In the more recent research, Bärbel Holtz and Wolfgang Neugebauer in particular worked out that Schulze was not only in the field of philosophy, but across disciplines and faculties, the decisive personality in the appointment of new professorships for many years. Often, like his later successor in the office of Friedrich Althoff (1839–1908), he initiated new chair appointments on his own. Schulze can therefore be regarded as one of the most important personalities in the history of the Prussian universities in the middle of the 19th century.

family

He married Caroline Rössler (1784–1846), the widow of the businessman Johann Boehm , in Hanau in 1815 ; she brought their son Ludwig Georg Boehm (1811–1869) into the marriage.
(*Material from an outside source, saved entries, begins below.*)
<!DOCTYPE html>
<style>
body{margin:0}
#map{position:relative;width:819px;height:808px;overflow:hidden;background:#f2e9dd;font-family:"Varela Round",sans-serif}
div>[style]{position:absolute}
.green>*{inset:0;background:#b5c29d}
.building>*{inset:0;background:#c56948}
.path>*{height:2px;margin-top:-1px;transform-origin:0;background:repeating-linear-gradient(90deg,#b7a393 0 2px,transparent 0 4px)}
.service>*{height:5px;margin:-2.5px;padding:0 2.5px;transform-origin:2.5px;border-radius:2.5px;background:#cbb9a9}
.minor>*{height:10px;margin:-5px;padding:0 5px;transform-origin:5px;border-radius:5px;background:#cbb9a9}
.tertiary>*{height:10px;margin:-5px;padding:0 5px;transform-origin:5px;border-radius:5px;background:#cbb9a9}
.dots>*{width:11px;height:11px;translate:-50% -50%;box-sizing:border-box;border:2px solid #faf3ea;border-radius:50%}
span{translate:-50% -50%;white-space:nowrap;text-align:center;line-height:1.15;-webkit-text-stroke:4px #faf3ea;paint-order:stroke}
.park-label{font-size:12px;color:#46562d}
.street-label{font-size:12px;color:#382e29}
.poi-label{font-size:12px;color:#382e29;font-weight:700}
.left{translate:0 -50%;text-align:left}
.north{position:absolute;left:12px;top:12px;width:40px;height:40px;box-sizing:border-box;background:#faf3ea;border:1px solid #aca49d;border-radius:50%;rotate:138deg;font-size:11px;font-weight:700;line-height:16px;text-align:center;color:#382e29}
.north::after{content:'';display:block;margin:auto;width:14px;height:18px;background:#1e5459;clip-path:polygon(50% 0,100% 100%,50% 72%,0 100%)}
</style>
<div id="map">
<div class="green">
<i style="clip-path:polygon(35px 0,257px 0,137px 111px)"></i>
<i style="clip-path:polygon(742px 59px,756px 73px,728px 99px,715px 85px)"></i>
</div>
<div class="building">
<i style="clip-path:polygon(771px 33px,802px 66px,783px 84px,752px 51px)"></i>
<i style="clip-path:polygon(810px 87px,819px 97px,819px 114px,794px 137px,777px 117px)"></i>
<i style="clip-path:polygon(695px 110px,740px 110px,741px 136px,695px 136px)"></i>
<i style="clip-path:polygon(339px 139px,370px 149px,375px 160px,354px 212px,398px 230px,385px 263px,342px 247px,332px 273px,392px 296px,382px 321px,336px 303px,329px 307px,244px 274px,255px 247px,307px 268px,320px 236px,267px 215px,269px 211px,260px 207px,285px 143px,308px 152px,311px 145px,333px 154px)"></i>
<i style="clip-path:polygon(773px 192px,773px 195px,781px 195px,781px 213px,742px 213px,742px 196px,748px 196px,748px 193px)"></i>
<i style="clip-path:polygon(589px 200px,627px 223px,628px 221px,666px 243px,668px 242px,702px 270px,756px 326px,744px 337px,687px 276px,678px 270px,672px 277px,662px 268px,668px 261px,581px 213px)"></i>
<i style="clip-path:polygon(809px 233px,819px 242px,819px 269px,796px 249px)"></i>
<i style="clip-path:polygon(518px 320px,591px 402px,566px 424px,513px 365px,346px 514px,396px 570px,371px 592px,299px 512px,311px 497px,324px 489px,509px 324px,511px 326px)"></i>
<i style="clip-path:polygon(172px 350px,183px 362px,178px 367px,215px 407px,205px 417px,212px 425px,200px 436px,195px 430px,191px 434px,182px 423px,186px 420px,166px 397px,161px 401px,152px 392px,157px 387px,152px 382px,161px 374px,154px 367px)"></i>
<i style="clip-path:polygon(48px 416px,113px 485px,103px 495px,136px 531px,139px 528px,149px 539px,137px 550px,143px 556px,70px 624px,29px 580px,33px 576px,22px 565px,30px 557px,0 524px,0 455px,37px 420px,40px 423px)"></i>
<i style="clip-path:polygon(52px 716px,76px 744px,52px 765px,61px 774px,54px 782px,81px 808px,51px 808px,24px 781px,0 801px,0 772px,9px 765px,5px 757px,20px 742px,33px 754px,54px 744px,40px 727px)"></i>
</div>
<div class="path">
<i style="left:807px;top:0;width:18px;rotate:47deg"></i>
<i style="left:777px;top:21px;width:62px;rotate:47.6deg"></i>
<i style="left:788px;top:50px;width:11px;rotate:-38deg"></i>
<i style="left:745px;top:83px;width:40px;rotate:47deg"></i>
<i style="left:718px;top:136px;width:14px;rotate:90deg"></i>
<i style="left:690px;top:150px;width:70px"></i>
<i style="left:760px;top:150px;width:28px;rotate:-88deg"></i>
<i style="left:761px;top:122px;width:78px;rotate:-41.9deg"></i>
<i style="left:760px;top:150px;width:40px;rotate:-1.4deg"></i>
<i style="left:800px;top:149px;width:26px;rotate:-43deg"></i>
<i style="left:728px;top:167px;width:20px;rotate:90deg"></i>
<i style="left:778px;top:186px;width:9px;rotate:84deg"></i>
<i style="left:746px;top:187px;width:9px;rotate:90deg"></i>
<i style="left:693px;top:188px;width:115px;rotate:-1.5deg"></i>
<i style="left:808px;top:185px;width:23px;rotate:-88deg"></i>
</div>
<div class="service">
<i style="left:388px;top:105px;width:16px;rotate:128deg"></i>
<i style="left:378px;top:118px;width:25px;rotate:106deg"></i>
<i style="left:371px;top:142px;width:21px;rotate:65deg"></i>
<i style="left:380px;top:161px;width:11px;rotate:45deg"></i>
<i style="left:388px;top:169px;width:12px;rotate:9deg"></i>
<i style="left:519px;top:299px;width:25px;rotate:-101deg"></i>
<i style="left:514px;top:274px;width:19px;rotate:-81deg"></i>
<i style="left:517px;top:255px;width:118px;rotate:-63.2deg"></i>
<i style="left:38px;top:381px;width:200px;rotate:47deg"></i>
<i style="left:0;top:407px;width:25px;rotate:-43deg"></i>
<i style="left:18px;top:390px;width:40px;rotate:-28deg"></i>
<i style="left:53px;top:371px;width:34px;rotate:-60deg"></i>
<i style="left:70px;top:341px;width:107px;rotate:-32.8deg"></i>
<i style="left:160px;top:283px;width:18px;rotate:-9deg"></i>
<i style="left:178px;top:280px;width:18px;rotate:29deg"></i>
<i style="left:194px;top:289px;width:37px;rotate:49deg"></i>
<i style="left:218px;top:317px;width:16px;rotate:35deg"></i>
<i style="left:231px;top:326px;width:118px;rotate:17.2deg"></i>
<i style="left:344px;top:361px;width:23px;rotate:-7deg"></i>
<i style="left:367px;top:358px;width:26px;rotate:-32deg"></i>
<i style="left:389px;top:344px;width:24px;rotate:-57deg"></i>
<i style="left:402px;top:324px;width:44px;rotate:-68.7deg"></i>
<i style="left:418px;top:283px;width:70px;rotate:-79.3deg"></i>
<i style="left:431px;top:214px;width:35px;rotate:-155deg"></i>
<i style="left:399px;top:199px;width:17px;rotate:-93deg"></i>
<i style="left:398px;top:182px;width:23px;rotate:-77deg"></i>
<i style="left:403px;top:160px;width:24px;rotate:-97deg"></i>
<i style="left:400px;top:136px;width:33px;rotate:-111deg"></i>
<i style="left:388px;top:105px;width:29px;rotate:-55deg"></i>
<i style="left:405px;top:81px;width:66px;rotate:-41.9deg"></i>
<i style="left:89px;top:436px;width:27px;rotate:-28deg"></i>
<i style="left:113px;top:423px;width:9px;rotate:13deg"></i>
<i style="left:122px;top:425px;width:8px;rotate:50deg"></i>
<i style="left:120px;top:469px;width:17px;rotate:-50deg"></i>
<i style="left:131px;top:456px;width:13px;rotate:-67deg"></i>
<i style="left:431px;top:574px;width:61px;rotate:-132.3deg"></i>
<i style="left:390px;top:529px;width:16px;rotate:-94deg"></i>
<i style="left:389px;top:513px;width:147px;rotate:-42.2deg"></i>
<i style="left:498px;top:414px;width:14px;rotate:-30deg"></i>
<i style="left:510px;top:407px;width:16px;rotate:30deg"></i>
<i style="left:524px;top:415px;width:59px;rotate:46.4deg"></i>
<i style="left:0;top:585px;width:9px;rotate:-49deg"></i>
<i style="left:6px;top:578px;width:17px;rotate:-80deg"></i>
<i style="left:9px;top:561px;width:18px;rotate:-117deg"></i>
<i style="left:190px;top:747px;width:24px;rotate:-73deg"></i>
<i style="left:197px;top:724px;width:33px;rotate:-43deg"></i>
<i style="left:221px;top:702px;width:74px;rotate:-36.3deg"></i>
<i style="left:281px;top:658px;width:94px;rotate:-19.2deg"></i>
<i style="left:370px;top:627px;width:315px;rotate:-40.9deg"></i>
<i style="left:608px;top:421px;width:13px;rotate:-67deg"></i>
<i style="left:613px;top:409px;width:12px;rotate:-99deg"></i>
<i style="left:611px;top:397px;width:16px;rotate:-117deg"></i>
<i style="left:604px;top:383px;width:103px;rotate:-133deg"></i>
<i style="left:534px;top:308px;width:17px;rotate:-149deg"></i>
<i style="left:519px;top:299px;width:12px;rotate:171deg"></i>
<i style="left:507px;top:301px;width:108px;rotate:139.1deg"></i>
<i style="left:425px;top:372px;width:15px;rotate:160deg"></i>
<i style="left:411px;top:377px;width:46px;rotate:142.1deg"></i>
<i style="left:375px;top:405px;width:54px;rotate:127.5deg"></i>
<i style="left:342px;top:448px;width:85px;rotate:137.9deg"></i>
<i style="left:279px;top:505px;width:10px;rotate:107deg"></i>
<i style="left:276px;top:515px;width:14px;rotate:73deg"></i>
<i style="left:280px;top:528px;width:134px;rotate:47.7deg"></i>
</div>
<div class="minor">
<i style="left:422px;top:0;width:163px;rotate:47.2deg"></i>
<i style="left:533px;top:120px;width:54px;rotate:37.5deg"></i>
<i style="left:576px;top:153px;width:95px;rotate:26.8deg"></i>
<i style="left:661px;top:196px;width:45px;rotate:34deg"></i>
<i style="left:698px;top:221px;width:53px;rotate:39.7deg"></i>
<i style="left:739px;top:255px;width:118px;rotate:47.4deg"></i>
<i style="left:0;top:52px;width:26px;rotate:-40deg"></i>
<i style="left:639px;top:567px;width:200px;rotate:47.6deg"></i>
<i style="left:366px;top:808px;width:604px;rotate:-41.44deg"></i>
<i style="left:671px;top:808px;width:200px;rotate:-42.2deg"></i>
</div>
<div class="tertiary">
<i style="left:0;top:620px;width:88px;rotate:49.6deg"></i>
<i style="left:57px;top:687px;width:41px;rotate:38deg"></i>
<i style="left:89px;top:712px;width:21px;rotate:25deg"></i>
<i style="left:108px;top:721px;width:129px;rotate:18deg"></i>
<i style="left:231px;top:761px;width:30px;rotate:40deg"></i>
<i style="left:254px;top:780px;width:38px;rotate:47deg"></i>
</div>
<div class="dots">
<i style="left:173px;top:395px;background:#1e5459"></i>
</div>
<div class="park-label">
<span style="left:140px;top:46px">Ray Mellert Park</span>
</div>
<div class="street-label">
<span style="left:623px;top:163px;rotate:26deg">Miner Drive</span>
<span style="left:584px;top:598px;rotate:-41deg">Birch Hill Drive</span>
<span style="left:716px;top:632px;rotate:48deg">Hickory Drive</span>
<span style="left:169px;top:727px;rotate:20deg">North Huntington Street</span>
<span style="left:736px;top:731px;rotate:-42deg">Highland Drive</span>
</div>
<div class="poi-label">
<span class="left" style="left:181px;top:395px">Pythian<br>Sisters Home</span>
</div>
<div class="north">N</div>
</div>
The couple also had five children. including:

  • Max (1820–1885), lawyer and city judge in Berlin

Fonts (selection)

  • Sermons . Reclam, Leipzig 1810.
  • About Iffland ’s play at the Weimarischer Hof Theater in September 1810 . Verlag des Landes-Industrie-Comptoirs, Weimar 1810.
  • About the steadfast prince of Don Pedro Calderon . Verlag des Landes-Industrie-Comptoirs, Weimar 1811.
  • Talking about the Christian religion . Schimmelpfennig, Halle 1811.
  • Two school speeches . Hopf, Hanau 1813.

as translator

as editor

literature

Web links

Commons : Johannes Schulze  - Collection of images, videos and audio files

Individual evidence

  1. ^ Ralf Schumacher: The political integration of the Principality of Hanau into the Grand Duchy of Frankfurt. In: Hanauer Geschichtsverein 1844 eV: Hanau in the Napoleonic era (= Hanauer Geschichtsblätter 47). Hanau approx. 2015, ISBN 978-3-935395-21-3 , p. 164.
  2. Member entry of Johann Schulze at the German Academy of Natural Scientists Leopoldina , accessed on February 12, 2016.
  3. See on this Wolfgang Neugebauer: Scientific autonomy and university history in Prussia in the 19th century. In: Rüdiger vom Bruch (Ed.): The Berlin University in the context of the German university landscape after 1800, around 1860 and around 1910. (= Writings of the Historical College. Colloquia 76). With the collaboration of Elisabeth Müller-Luckner. Munich 2010, pp. 129–148. On Schulze's role, cf. also Michael Czolkoß: Studies on the history of historical science. The University of Greifswald in the Prussian university landscape (1830–1865) . Marburg 2015, from a, pp. 60-62, 143-149, 151-153, 158-160.